São Paulo – Sejam bem-vindos a um universo de homens fortes e mulheres doces e sensuais. De personalidade marcante também. Malandros, heróis, coronéis, trabalhadores, mães, esposas, namoradas, prostitutas. Um leque de personagens que ficou mais rico e mais interessante com a inclusão de árabes e seus descentes nas tramas escritas por Jorge Amado, um dos mais famosos escritores do Brasil. E um dos mais talentosos em descrever a gente e a paisagem de sua terra: a Bahia, no Nordeste do país. Autor de 32 livros, Jorge Amado foi o romancista brasileiro que mais visibilidade deu aos imigrantes vindos do Oriente Médio, como foi o caso do sírio Nacib, o dono do Bar Vesúvio em Gabriela Cravo e Canela.
“Jorge Amado deu magnitude e espaço à figura do árabe entre nós, mostrando-o como parte integrante da nossa nacionalidade e da nossa cultura”, explica Ana Ramos, professora da Faculdade de Letras da Universidade Federal da Bahia (UFBA). “A história de amor do imigrante sírio Nacib com a mulata Gabriela encantou leitores dos quatro cantos do mundo”, afirma.
Segundo a diretora da Fundação Casa de Jorge Amado, em Salvador, na Bahia, Myriam Fraga, Nacib é sem dúvida o mais famoso personagem árabe criado pelo escritor, mas há outros igualmente importantes, como Fadul Abdala, de Tocaia Grande, e Fuad Maluf, de Farda, Fardão e Camisola de Dormir. “Para avaliar a simpatia do autor pelos árabes, que no Brasil, segundo ele, são muitas vezes confundidos com turcos, podemos citar o livro A Descoberta da América Pelos Turcos, com personagens inesquecíveis como Adma, Raduan Murad e Jamil Bechara”, diz.
De acordo com Myriam, os romances do escritor foram traduzidos para 49 idiomas e vendidos em 55 países. No acervo da Fundação, há exemplares em árabe de Capitães da Areia, São Jorge dos Ilhéus, Gabriela Cravo e Canela, Seara Vermelha, Dona Flor e seus Dois Maridos, Farda, Fardão e Camisola de Dormir, O Cavaleiro da Esperança, Tenda dos Milagres, Tereza Batista Cansada de Guerra, Terras do Sem Fim e Velhos Marinheiros.
A quantidade de obras traduzidas para o idioma natal dos patrícios não seria tão grande se Amado não fosse tão próximo da comunidade. E de onde vem tanta afinidade? “Ela decorre dos laços de amizade dos familiares do autor com famílias de imigrantes do Oriente Médio estabelecidas na Bahia, como os Nazal, os Adami, os Medauar e os Soubs, por exemplo”, diz Ana. “Vale ainda destacar a descrição que ele faz dos contatos travados desde a infância com representantes do povo árabe através da figura do mascate, que levava sonhos e “civilização” para as “roças de cacau”, explica a professora.

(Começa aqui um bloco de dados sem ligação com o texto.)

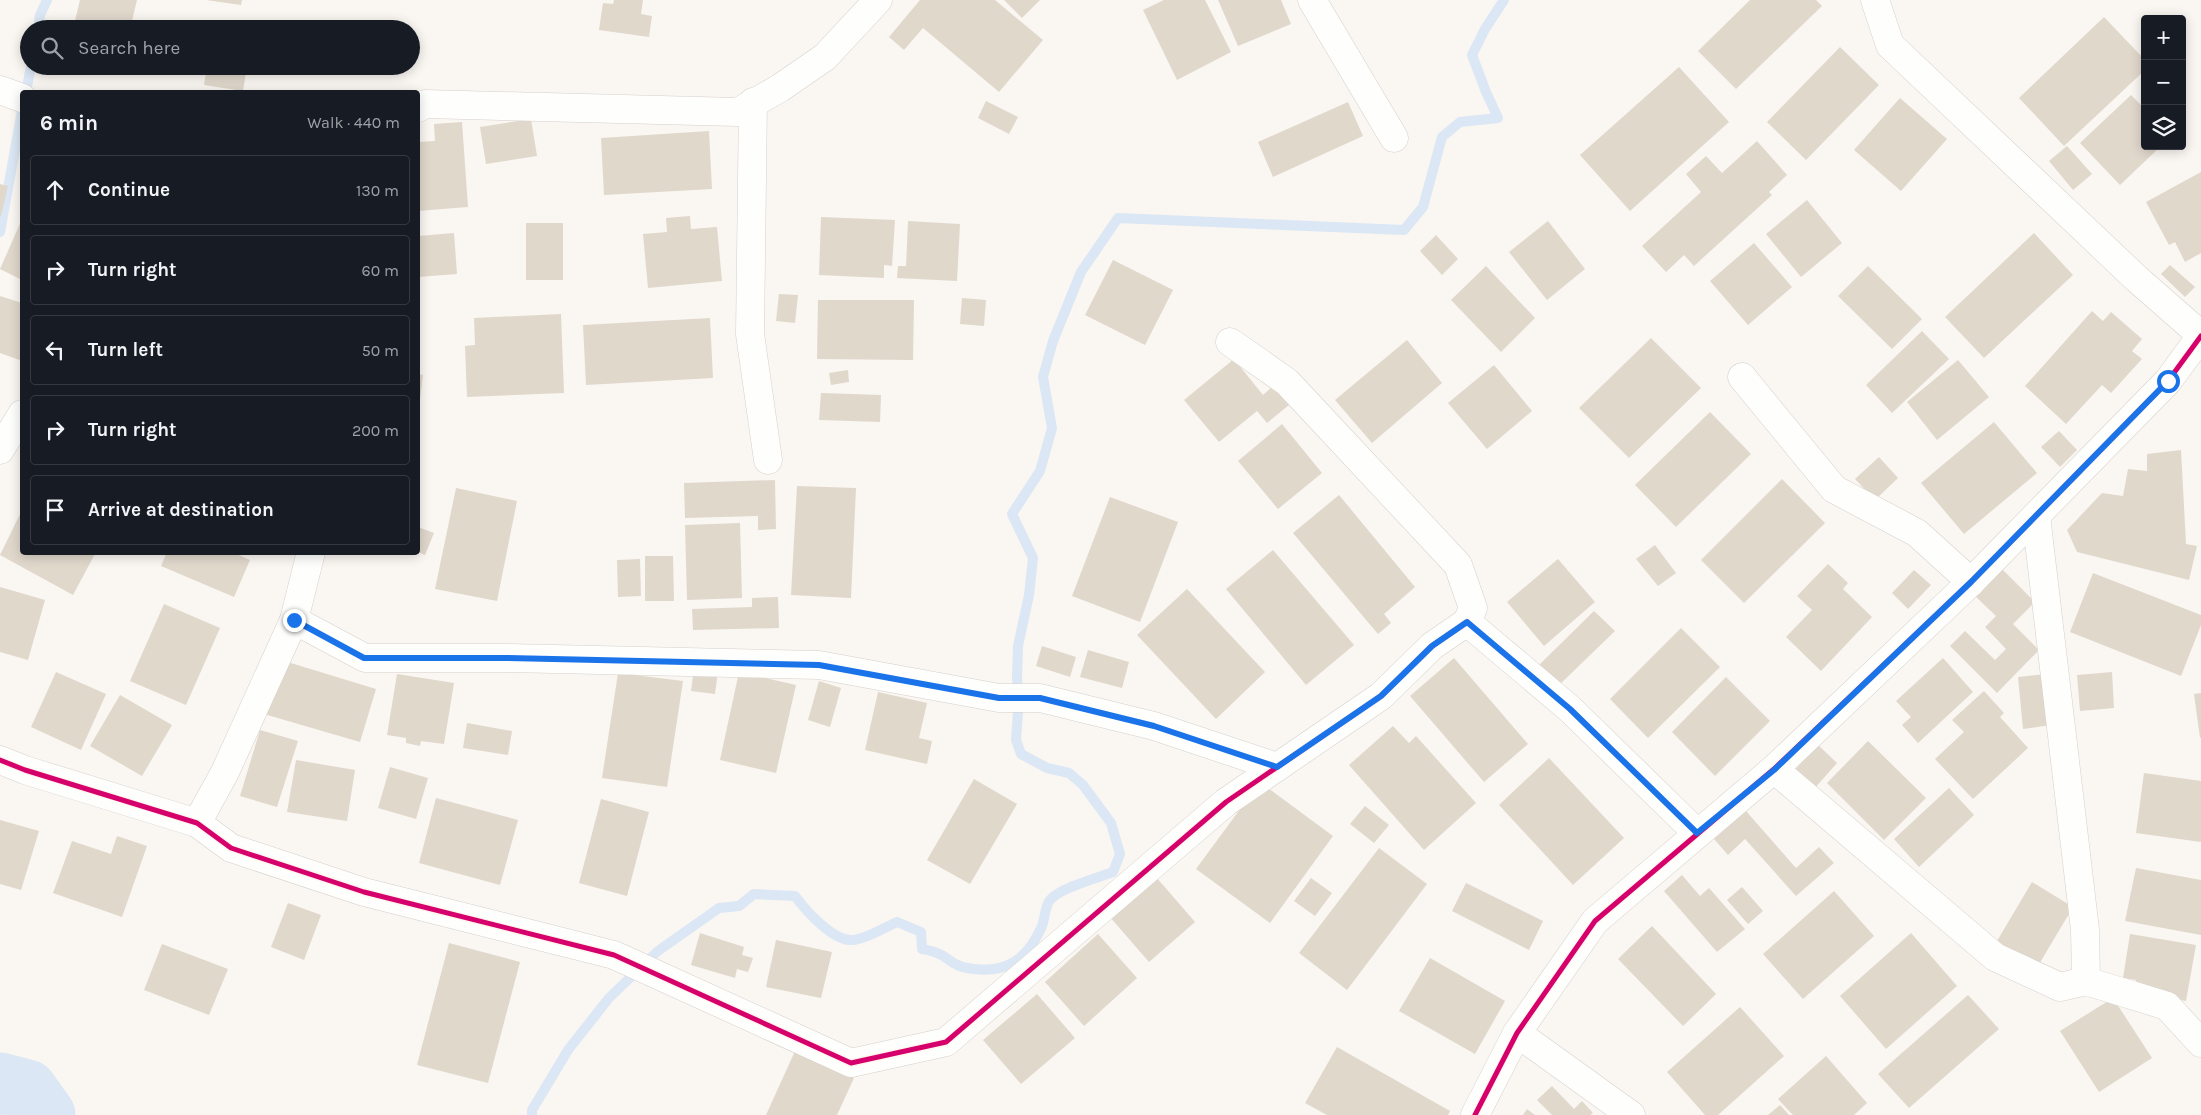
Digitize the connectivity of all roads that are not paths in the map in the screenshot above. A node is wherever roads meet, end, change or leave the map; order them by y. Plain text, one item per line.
1 (878, 0) edge
2 (1312, 0) edge
3 (1875, 0) edge
4 (0, 90) edge
5 (20, 97) edge
6 (753, 102) junction
7 (420, 107) edge
8 (1394, 138) dead end
9 (2201, 336) edge
10 (1230, 342) dead end
11 (1742, 377) dead end
12 (20, 417) edge
13 (0, 450) edge
14 (768, 460) dead end
15 (2036, 516) junction
16 (310, 555) edge
17 (1971, 582) junction
18 (294, 620) junction
19 (1467, 622) junction
20 (0, 760) edge
21 (1277, 767) junction
22 (1774, 770) junction
23 (197, 824) junction
24 (1697, 833) junction
25 (2086, 981) junction
26 (1517, 1033) junction
27 (2201, 1043) edge
28 (1475, 1115) edge
29 (1631, 1115) edge

1 - 6 street
2 - 8 street
3 - 9 street
4 - 5 street
6 - 7 street
6 - 14 street
9 - 15 street
10 - 19 street
11 - 17 street
12 - 13 street
15 - 17 street
15 - 25 street
16 - 18 street
17 - 22 street
18 - 21 street
18 - 23 street
19 - 21 street
19 - 24 street
20 - 23 street
21 - 23 street
22 - 24 street
22 - 25 street
24 - 26 street
25 - 27 street
26 - 28 street
26 - 29 street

Foi por causa do cacau, aliás, que esse grupo foi parar na Bahia, estado que junto com São Paulo, Rio Grande do Sul e Pará recebeu o maior número de imigrantes, que começaram a chegar ao Brasil no final do século 19. “O auge da economia cacaueira impulsionou o comércio na região sul da Bahia, o que atraiu os árabes”, explica o professor de História Augusto Spínola. “Hoje, até mesmo em Feira de Santana, no Nordeste do estado, há registros de famílias com essa origem”, afirma.

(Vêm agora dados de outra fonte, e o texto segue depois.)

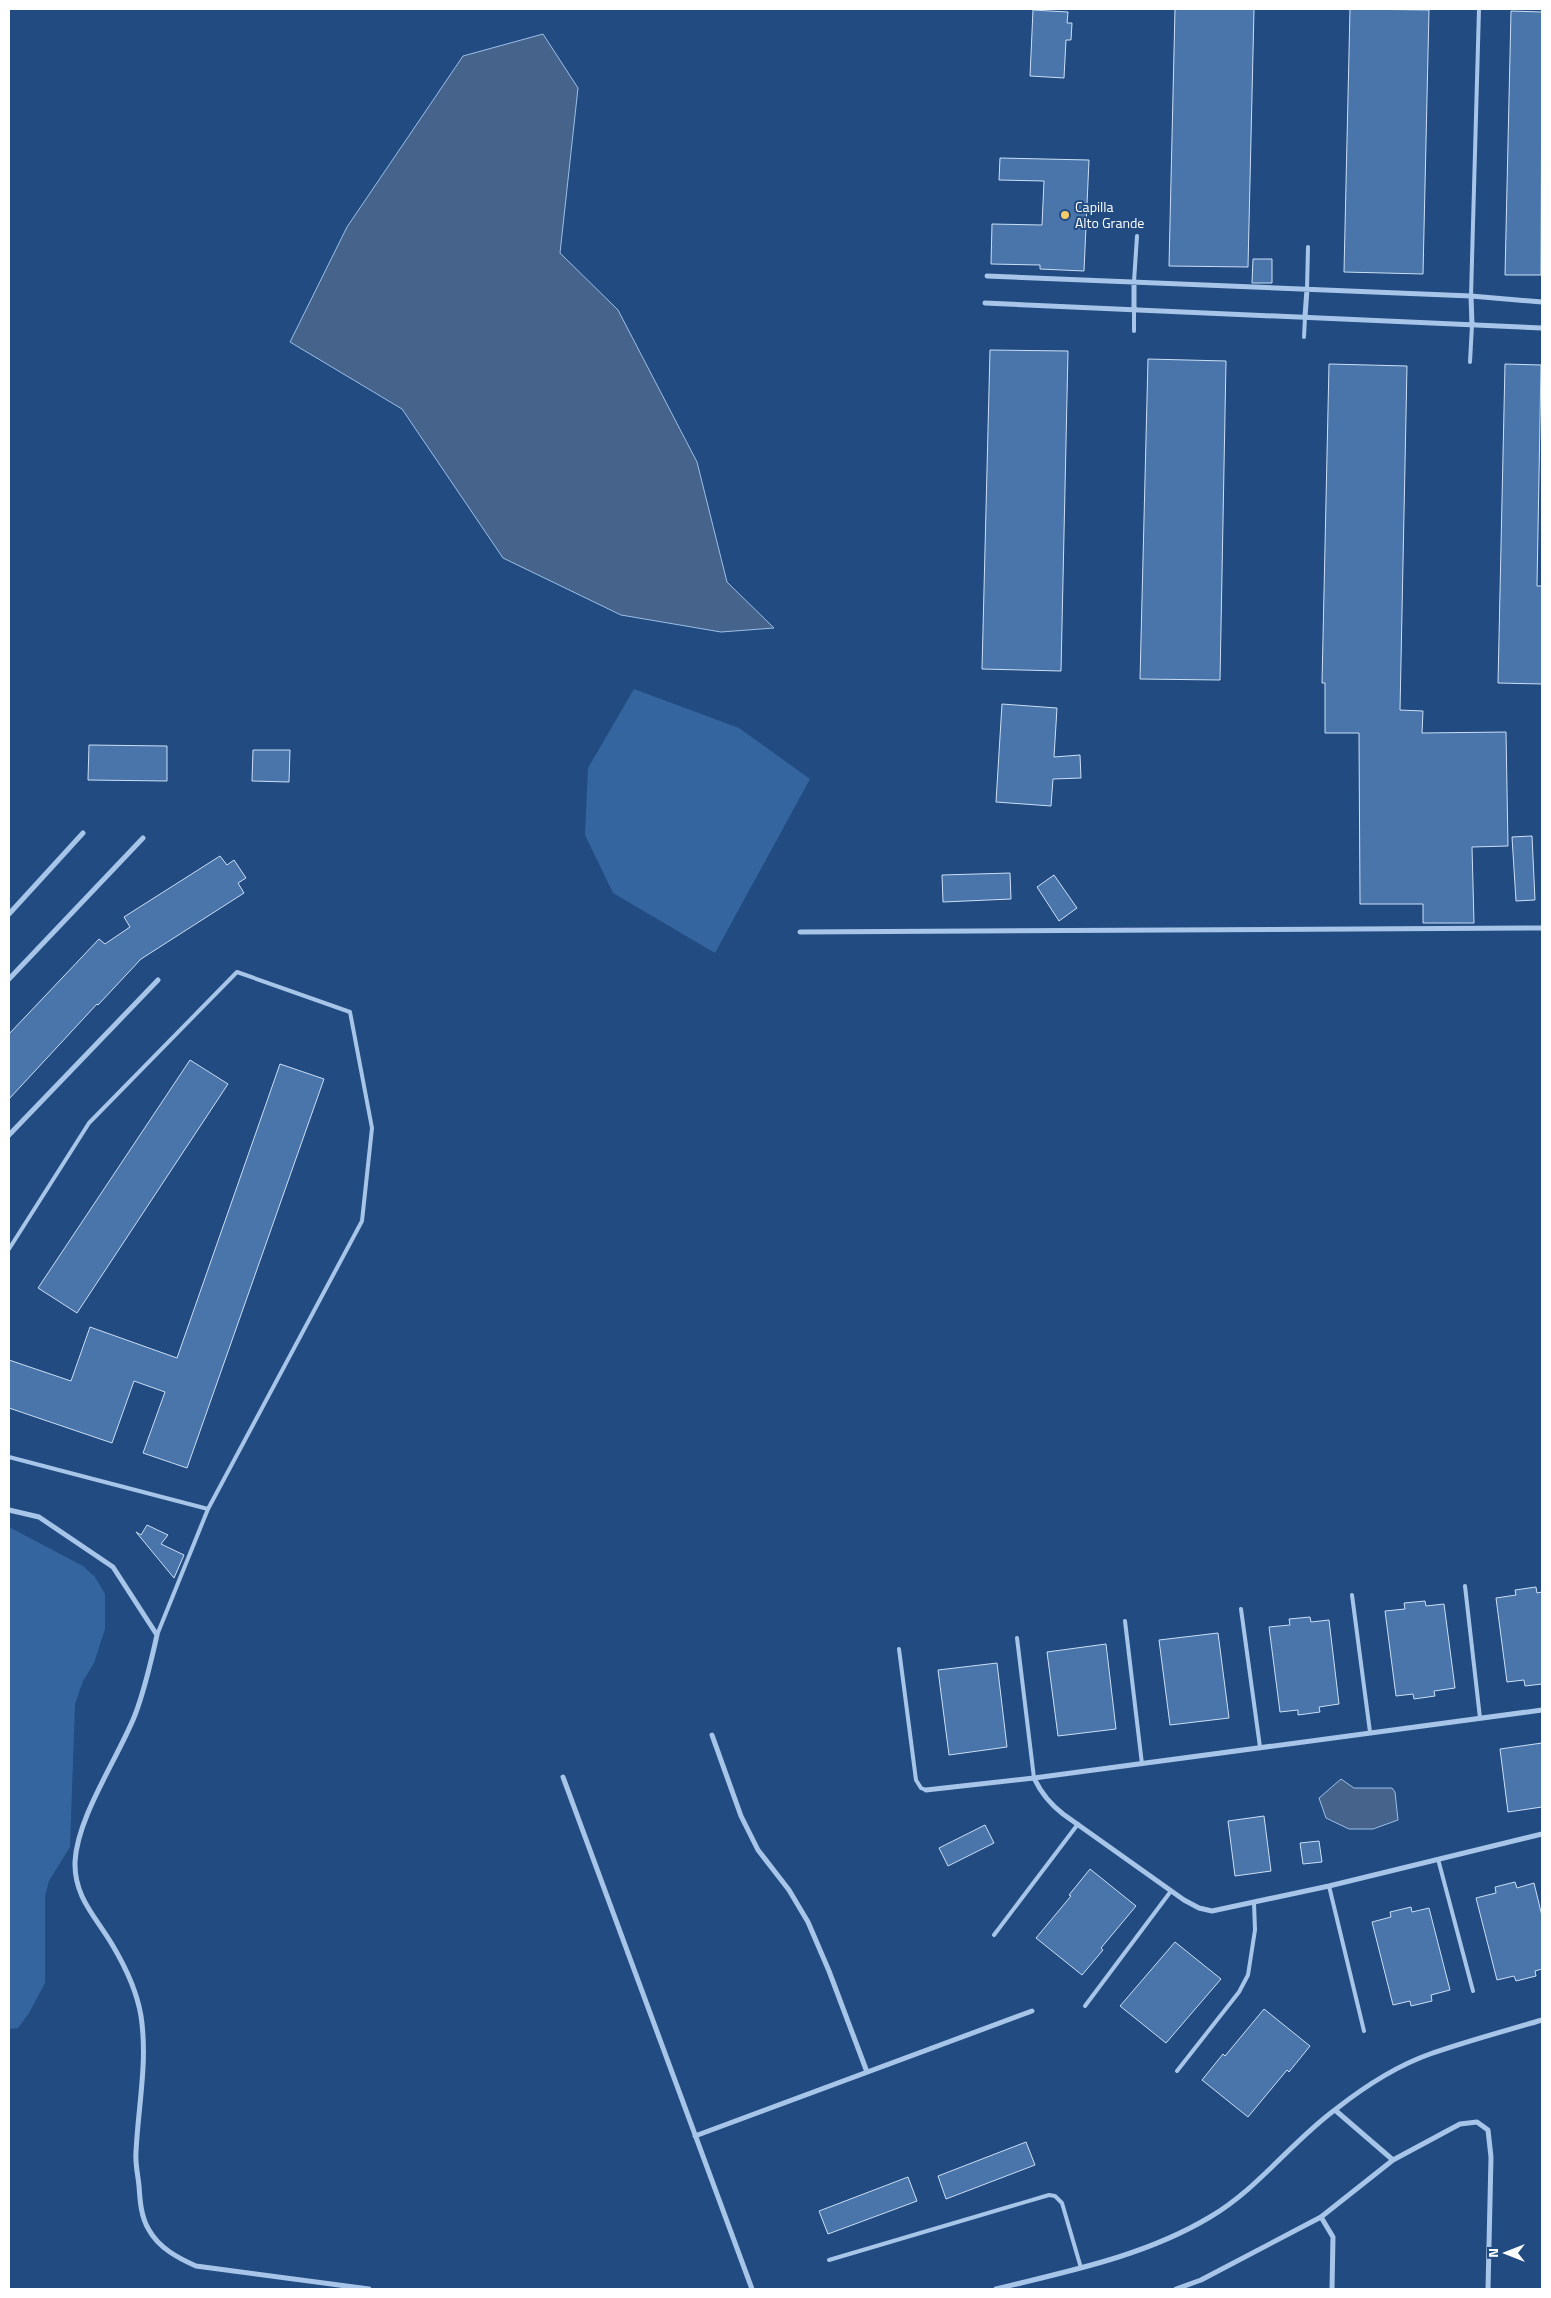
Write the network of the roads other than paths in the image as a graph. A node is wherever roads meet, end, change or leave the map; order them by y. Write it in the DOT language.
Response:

Para o professor de História e coordenador do Centro de Documentação e Memória Regional da Universidade Estadual de Santa Cruz (Uesc), em Ilhéus, André Luiz Rosa Ribeira, os patrícios estabelecidos em terras baianas trabalhavam principalmente com o comércio, mas também chegaram a ser proprietários de terras, alguns inclusive com forte participação na política local. Atividades econômicas à parte, segundo ele, o principal legado da presença árabe no estado foi mesmo a culinária. “Em qualquer boteco de Ilhéus é possível comer quibe, sendo o mais famoso o do Bar Vesúvio, que aparece em Gabriela e de fato existia e existe até hoje na cidade”, explica. “A adaptação desses imigrantes à cultura local foi muito rápida”, diz André.

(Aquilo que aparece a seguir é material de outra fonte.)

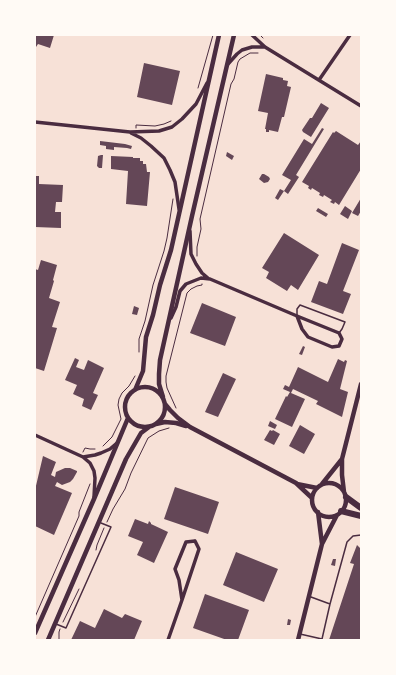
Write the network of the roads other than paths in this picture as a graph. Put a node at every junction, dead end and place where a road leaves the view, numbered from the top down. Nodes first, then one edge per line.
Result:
1 (219, 35) edge
2 (234, 35) edge
3 (252, 35) edge
4 (350, 35) edge
5 (265, 47) junction
6 (227, 64) junction
7 (209, 78) junction
8 (319, 80) junction
9 (361, 106) edge
10 (35, 122) edge
11 (130, 132) junction
12 (180, 213) junction
13 (190, 229) junction
14 (210, 280) junction
15 (297, 316) junction
16 (168, 326) junction
17 (339, 333) junction
18 (361, 384) edge
19 (134, 390) junction
20 (162, 396) junction
21 (165, 404) junction
22 (128, 418) junction
23 (156, 425) junction
24 (148, 427) junction
25 (190, 427) junction
26 (35, 435) edge
27 (118, 442) junction
28 (82, 456) junction
29 (342, 459) junction
30 (296, 483) junction
31 (319, 487) junction
32 (345, 494) junction
33 (312, 498) junction
34 (94, 499) junction
35 (361, 508) edge
36 (318, 512) junction
37 (339, 513) junction
38 (361, 516) edge
39 (99, 522) junction
40 (361, 535) edge
41 (322, 544) junction
42 (309, 596) junction
43 (182, 600) junction
44 (330, 604) junction
45 (55, 624) junction
46 (35, 633) edge
47 (299, 634) junction
48 (48, 640) edge
49 (168, 640) edge
50 (298, 640) edge
51 (322, 640) edge

1 - 7 street
2 - 6 street
3 - 5 street
4 - 8 street
5 - 6 street
5 - 8 street
6 - 13 street
7 - 11 street
7 - 12 street
8 - 9 street
10 - 11 street
11 - 12 street
12 - 19 street
13 - 14 street
13 - 16 street
14 - 15 street
14 - 16 street
15 - 17 street
15 - 17 street
15 - 17 lane
16 - 20 street
18 - 29 street
19 - 20 street
19 - 22 street
20 - 21 street
21 - 23 street
21 - 25 street
22 - 24 street
22 - 27 street
23 - 24 street
23 - 25 street
24 - 39 street
25 - 30 street
26 - 28 street
27 - 28 street
27 - 34 street
28 - 34 street
29 - 31 street
29 - 32 street
30 - 31 street
30 - 33 street
31 - 32 street
31 - 33 street
32 - 35 highway
32 - 37 street
33 - 36 street
34 - 46 street
36 - 37 street
36 - 41 street
37 - 38 highway
37 - 41 street
39 - 45 street
39 - 45 lane
40 - 44 lane
41 - 42 street
42 - 44 lane
42 - 47 street
43 - 43 street
43 - 49 street
44 - 51 lane
45 - 48 street
47 - 50 street
47 - 51 lane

É exatamente essa integração que a literatura do escritor reflete. “Personagens como Nacib e Fadul Abdala, outro protagonista cheio de humor e alegria, representam dois valores que constituem a nação brasileira na opinião do escritor: o trabalho e a solidariedade”, afirma Ana. “Para o autor, o sentimento de identidade nacional é formado a partir da diversidade”, explica. A mesma diversidade que permitiu que a Bahia e Jorge Amado recebessem os árabes de braços abertos.